Jane’s eyes flashed upon the speaker. “You!” she cried in contemptuous anger. “You hated him even in London; now you have followed him here. It is you who have set the peasants to spy upon us! It is you who have spread tales through Geneva! You whose lies sent the syndic to-day!”

Gordon had been staring at the Moorish, theatric face with a gaze of singular inquiry, his brain searching, searching for a lost clue. All at once the haze lightened. His thought leaped across a chasm of time. He saw a reckless youth, a deserter from the navy, whom he had befriended in Greece—a youth who had vanished suddenly from Missolonghi during the feast of Ramazan. He saw a shambling, cactus-bordered road to the seashore—a file of Turkish soldiers, the foremost in a purple coat, and carrying a long wand—a beast of burden bearing a brown sack—

“Trevanion!” he said. “Trevanion—by the Lord!”

He burst into a laugh, reëchoing, sardonic, a laugh now of absolute, remorseless unconcern, of crude recklessness flaunting at last supreme over crumbled resolve—the laugh of a zealot flagellant beneath the lash, a derisive Villon on the scaffold.

“So I stole her from you! You, even you, dare to accuse me.

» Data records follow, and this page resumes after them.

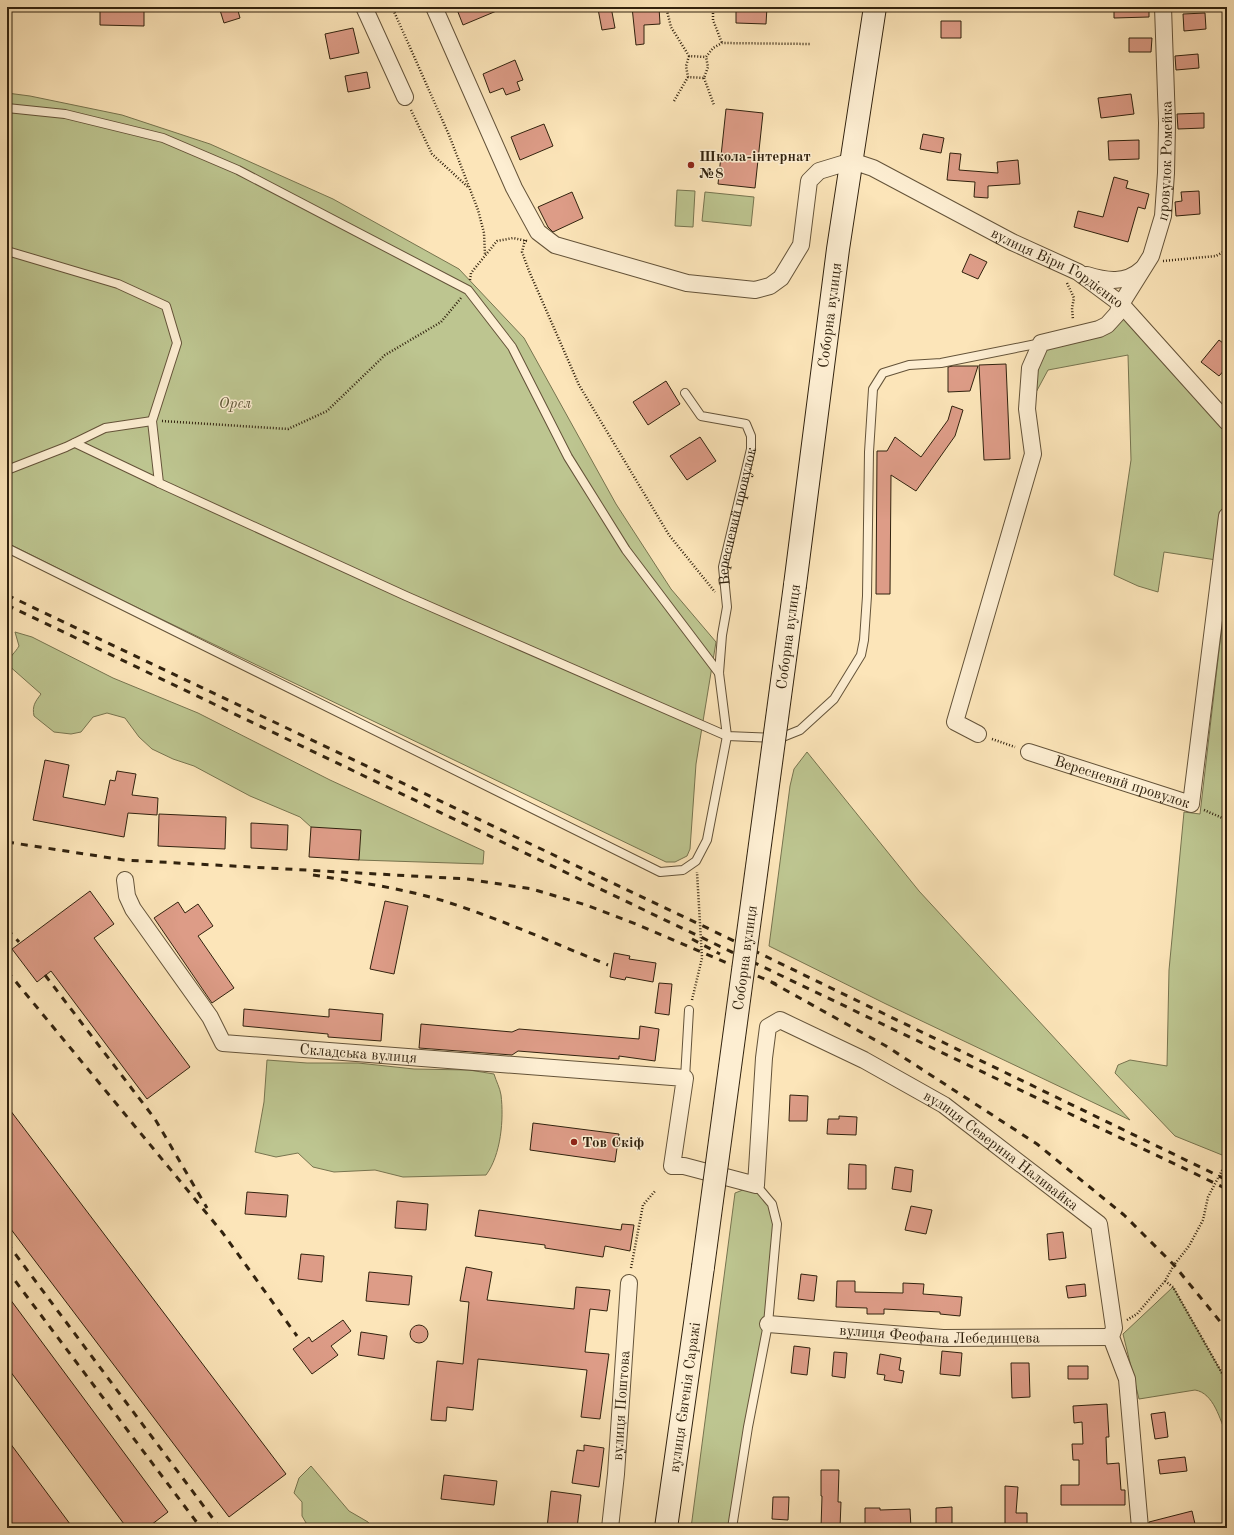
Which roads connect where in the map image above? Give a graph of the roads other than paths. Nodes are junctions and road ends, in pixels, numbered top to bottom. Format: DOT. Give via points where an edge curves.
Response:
graph roads {
  1 [pos="364,7"];
  2 [pos="434,7"];
  3 [pos="875,7"];
  4 [pos="1163,7"];
  5 [pos="405,97"];
  6 [pos="7,108"];
  7 [pos="852,161"];
  8 [pos="7,251"];
  9 [pos="1145,265"];
  10 [pos="1078,272"];
  11 [pos="1121,304"];
  12 [pos="1041,343"];
  13 [pos="685,393"];
  14 [pos="152,421"];
  15 [pos="1227,422"];
  16 [pos="75,443"];
  17 [pos="7,470"];
  18 [pos="159,483"];
  19 [pos="1227,516"];
  20 [pos="7,548"];
  21 [pos="719,673"];
  22 [pos="978,734"];
  23 [pos="727,736"];
  24 [pos="1029,752"];
  25 [pos="125,880"];
  26 [pos="689,1010"];
  27 [pos="685,1078"];
  28 [pos="756,1185"];
  29 [pos="703,1266"];
  30 [pos="629,1283"];
  31 [pos="768,1324"];
  32 [pos="1113,1332"];
  33 [pos="610,1528"];
  34 [pos="666,1528"];
  35 [pos="732,1528"];
  36 [pos="1140,1528"];
  1 -- 5 [label="street"];
  2 -- 7 [label="street" via="514,188 538,232 555,245 687,283 755,290 770,286 781,278 801,245 809,181 819,171"];
  3 -- 7 [label="main road, Соборна вулиця"];
  4 -- 9 [label="street, провулок Ромейка" via="1167,123 1164,216 1151,256"];
  6 -- 21 [label="lane" via="66,114 163,138 238,170 468,290 512,347 568,457 626,550"];
  7 -- 10 [label="street, вулиця Віри Гордієнко" via="873,168 1012,242"];
  7 -- 29 [label="main road, Соборна вулиця, bridge" via="838,249"];
  8 -- 14 [label="lane" via="118,284 166,306 177,343"];
  9 -- 10 [label="street" via="1137,274 1115,281 1098,279"];
  9 -- 11 [label="street, провулок Ромейка"];
  10 -- 11 [label="street, вулиця Віри Гордієнко"];
  11 -- 12 [label="street, провулок Ромейка" via="1117,314 1107,325 1099,329"];
  11 -- 15 [label="street, вулиця Віри Гордієнко"];
  12 -- 22 [label="street" via="1030,368 1027,409 1033,454 955,722"];
  12 -- 23 [label="lane" via="941,363 909,365 883,373 873,389 869,452 867,596 861,655 834,699 800,730 780,738"];
  13 -- 21 [label="lane, Вересневий провулок" via="701,416 746,424 751,436 723,567 726,607"];
  14 -- 16 [label="lane" via="105,428"];
  14 -- 18 [label="lane"];
  16 -- 17 [label="lane"];
  16 -- 18 [label="lane"];
  18 -- 23 [label="lane" via="406,596"];
  19 -- 24 [label="street, Вересневий провулок" via="1191,804"];
  20 -- 23 [label="lane, Вересневий провулок" via="660,872 683,870 696,861 707,840"];
  21 -- 23 [label="lane, Вересневий провулок"];
  25 -- 27 [label="street, Складська вулиця" via="127,896 133,909 210,1017 223,1043"];
  26 -- 27 [label="lane"];
  27 -- 28 [label="street" via="672,1166 684,1166"];
  28 -- 31 [label="lane" via="772,1204 778,1224"];
  28 -- 32 [label="street, вулиця Северина Наливайка" via="768,1027 780,1020 864,1060 944,1105 1099,1224"];
  29 -- 34 [label="main road, вулиця Євгенія Саражі"];
  30 -- 33 [label="street, вулиця Поштова"];
  31 -- 32 [label="street, вулиця Феофана Лебединцева" via="943,1338"];
  31 -- 35 [label="lane"];
  32 -- 36 [label="street, вулиця Северина Наливайка" via="1126,1379"];
}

Out of my sight!” he said, and flung him roughly from the path.

Gordon held out his hand to Jane Clermont, lifted her into the skiff, and springing in, sent the slim cockle-shell shooting out into the still expanse like an arrow on the air.

Then he took up the oars and turned its prow down the lake to where the streaming lights of the careless city wavered through the mists, pale green under the moonbeams.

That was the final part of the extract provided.